Note that e has the units of capacitance/length -- commonly farads/
meter -- and u has the units of inductance/length -- commonly henries/
meter. But a farad is an ampere*second/volt, and a henry is a
volt*second/amp, so the units of sqrt(1/(e*u)) are sqrt(1/((A*sec/
V*meter)*(V*sec/A*meter))) = sqrt(meter^2/sec^2) = meters/sec. A unit
analysis is often useful to insure you haven't made a mistake in your
manipulation of equations.

So...in summary, c = f*w is actually not quite correct. It should be
wave_velocity = f*w. c should be reserved to mean only the speed of
light in a vacuum. If you're in a non-vacuum medium, and measure very
accurately, you'll measure the same frequency, but a shorter
wavelength: the wave doesn't travel as far to push a cycle past you,
as compared with in vacuum. It's going slower.

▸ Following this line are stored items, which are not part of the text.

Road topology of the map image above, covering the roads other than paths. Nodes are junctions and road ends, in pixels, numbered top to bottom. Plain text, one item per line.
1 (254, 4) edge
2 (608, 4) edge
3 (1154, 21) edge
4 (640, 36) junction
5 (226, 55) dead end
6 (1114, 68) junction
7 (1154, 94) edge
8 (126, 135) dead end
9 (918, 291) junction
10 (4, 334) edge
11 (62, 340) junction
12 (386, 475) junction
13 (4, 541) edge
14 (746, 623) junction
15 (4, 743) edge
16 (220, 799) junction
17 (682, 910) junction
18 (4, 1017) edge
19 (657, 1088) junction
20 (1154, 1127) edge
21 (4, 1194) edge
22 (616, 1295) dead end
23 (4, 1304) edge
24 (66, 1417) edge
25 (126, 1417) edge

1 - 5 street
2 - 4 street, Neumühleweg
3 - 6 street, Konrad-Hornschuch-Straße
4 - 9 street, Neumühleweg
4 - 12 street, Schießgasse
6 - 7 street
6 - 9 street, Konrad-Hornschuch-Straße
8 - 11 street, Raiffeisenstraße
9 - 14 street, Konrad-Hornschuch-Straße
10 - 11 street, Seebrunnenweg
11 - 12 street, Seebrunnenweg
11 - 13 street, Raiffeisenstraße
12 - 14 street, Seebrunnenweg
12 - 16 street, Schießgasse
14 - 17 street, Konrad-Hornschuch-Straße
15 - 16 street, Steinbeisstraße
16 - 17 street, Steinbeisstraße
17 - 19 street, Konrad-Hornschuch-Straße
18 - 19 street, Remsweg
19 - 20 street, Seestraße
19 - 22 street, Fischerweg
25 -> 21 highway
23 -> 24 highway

If the propagation medium is, for example, solid polyethylene (the
dielectric of most inexpensive coax cable), you'll find that w is
about 0.66 times as much as it is in a vacuum, and the propagation
velocity is similarly 0.66*c.

Cheers,
Tom

Hi Tom -

That's certainly one way to look at it. (Though it is a little like
saying there is only one speed of sound.) Another way is to say that
c = 1/root(mu*epsilon) for any media. Light does after all, always
travel at the speed of light. ;-) Besides, it's more difficult to
explain Cherenkov radiation without the expression 'faster than the
speed of light in that medium'.

I thoroughly enjoyed the discussion you and Owen were (are) having
regarding amplifiers.
Thank you for that.

73, Jim AC6XG


Hi Jim,

Some people may use only c-sub-zero for the speed of light in a
vacuum, but most commonly I see it simply as c, a fundamental physical
constant. To avoid confusion, I would HIGHLY recommend that either
you be very explicit that you're using co as the constant, and c as
the speed of light in whatever medium you're dealing with -- OR that
you're using c as the constant and whatever other notation for the
speed elsewhere.

NIST lists the constant both ways: c, c-sub-zero. SEVERAL other
places I just looked (reference books from my bookshelf; a web survey
including US, UK and European sites--mostly physics sites; several
university sites) only used c as the constant, except the NIST site
and one other, which both listed it as c or c-sub-zero with equal
weight.

It's clearly a matter only of notation, but I'll elect to stay with
the most commonly used notation, and from what I've seen just now,
most think c is a constant.

Cheers,
Tom

.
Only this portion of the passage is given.